**Exercise brief:** Looking at the records below, count how many lines contain the string "오송가락로". Give that number alone.

**** Supplied data ****

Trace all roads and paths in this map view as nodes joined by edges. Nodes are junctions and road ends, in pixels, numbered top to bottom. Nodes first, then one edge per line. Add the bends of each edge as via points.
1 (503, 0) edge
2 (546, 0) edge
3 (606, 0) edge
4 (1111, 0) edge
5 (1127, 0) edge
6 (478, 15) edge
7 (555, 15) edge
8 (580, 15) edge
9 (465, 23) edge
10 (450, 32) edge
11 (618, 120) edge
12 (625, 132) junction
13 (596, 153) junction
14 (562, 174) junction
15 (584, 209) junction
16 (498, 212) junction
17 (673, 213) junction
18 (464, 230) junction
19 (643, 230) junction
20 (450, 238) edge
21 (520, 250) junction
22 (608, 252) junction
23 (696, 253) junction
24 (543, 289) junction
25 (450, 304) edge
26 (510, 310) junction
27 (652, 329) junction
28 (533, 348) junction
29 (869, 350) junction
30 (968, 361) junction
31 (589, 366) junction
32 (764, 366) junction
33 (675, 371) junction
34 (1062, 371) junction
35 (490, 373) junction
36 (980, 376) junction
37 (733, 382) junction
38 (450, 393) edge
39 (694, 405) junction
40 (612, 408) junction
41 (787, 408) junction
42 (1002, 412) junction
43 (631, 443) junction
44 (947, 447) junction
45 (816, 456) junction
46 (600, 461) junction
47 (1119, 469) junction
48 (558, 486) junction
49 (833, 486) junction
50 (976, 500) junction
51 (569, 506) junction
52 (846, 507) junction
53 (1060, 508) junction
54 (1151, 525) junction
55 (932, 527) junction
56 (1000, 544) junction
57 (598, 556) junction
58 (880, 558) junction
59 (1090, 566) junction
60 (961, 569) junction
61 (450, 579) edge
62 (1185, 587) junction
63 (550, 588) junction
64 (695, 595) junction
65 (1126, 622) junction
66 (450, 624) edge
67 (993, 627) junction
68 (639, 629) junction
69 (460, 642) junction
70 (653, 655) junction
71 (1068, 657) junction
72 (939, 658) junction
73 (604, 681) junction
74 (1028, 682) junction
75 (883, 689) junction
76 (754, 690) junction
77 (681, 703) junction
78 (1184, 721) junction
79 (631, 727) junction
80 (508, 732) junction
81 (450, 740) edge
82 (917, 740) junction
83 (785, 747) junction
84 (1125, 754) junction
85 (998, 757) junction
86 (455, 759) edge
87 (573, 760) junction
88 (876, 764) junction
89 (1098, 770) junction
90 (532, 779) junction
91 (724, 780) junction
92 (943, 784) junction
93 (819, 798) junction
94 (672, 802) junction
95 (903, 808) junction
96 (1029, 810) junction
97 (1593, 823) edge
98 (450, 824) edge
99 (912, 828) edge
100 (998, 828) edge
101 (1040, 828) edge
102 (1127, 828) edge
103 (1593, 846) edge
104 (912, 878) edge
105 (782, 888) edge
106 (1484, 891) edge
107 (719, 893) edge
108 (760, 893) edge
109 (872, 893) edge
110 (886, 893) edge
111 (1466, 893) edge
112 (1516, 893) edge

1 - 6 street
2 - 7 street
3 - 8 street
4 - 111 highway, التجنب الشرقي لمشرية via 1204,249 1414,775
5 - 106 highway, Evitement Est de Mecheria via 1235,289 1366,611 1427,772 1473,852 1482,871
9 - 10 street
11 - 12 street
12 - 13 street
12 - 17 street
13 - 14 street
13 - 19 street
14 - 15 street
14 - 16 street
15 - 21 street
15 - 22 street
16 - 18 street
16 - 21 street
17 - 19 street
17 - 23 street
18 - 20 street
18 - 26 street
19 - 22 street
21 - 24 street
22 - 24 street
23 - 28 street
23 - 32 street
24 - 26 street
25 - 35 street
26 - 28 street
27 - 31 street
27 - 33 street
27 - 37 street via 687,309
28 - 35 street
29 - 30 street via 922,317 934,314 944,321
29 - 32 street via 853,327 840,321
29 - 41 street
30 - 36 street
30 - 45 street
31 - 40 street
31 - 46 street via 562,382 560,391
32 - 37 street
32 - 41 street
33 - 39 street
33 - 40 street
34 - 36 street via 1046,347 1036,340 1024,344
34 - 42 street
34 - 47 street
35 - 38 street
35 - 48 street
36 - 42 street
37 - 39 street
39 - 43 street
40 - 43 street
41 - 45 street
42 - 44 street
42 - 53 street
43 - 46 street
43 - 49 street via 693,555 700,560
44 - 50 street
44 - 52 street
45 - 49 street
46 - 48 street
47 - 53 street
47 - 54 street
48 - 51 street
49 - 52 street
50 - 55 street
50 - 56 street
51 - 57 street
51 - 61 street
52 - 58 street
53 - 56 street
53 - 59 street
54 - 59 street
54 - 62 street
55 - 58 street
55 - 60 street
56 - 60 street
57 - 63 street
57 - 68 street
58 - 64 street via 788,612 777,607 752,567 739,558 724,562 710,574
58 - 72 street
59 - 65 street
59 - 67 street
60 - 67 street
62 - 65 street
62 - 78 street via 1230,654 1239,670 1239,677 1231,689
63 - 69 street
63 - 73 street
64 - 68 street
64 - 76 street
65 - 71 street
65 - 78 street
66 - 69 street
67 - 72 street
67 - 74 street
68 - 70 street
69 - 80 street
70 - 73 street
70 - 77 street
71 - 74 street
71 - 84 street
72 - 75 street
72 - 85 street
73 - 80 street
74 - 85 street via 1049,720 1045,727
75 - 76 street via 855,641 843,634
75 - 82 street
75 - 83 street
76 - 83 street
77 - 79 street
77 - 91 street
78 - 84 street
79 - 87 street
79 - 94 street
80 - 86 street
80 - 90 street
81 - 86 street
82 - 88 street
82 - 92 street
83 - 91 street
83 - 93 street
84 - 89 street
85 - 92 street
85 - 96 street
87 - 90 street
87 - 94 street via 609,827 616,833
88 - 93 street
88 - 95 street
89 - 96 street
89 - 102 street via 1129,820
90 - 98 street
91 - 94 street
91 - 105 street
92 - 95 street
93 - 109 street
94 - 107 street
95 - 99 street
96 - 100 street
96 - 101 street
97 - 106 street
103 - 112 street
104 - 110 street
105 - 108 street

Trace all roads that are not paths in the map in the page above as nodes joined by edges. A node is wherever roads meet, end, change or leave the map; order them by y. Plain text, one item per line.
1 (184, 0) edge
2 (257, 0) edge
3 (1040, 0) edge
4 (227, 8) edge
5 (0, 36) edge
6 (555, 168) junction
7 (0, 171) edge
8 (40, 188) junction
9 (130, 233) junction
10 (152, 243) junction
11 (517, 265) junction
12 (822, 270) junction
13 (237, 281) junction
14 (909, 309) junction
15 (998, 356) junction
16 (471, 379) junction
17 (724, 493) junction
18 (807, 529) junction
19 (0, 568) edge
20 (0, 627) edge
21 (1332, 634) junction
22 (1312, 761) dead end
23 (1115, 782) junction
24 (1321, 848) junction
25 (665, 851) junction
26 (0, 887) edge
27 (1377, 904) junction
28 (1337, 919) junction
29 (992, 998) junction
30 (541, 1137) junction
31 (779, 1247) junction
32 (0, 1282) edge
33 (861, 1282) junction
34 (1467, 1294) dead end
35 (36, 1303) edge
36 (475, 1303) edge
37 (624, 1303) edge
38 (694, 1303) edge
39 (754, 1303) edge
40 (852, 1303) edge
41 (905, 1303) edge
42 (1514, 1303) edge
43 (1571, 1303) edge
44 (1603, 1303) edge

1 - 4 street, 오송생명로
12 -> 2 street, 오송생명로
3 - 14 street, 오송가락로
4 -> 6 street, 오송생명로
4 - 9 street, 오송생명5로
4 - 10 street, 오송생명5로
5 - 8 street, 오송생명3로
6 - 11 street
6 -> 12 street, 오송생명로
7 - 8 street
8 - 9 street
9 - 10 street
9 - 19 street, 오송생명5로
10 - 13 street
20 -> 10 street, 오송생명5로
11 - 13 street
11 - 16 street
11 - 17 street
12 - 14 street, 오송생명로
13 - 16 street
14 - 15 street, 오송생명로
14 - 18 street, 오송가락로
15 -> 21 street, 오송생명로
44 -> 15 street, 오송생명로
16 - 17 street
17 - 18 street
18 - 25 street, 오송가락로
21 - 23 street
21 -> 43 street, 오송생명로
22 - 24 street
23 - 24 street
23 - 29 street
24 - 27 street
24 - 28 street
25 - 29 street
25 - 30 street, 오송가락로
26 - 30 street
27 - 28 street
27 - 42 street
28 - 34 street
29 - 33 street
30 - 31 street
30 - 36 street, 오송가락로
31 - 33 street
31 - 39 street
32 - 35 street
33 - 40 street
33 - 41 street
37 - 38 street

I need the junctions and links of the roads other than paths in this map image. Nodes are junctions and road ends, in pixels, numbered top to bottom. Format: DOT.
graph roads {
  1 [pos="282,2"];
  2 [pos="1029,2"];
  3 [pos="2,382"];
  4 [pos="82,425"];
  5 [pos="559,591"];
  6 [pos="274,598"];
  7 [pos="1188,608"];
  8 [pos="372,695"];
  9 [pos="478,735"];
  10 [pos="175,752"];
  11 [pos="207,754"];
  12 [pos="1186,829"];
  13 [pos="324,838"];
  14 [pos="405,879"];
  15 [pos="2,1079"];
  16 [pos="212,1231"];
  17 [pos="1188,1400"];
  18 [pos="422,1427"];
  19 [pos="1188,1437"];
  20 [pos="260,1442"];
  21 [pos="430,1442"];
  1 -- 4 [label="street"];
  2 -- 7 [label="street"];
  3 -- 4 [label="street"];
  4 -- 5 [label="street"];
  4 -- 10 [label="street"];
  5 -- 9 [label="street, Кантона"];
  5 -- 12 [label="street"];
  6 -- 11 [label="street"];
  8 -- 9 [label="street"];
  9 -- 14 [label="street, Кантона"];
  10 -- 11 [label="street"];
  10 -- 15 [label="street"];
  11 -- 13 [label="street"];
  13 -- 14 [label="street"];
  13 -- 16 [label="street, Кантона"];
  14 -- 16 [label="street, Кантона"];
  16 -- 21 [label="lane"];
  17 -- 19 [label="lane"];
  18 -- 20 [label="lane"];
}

****

**Response area:** 5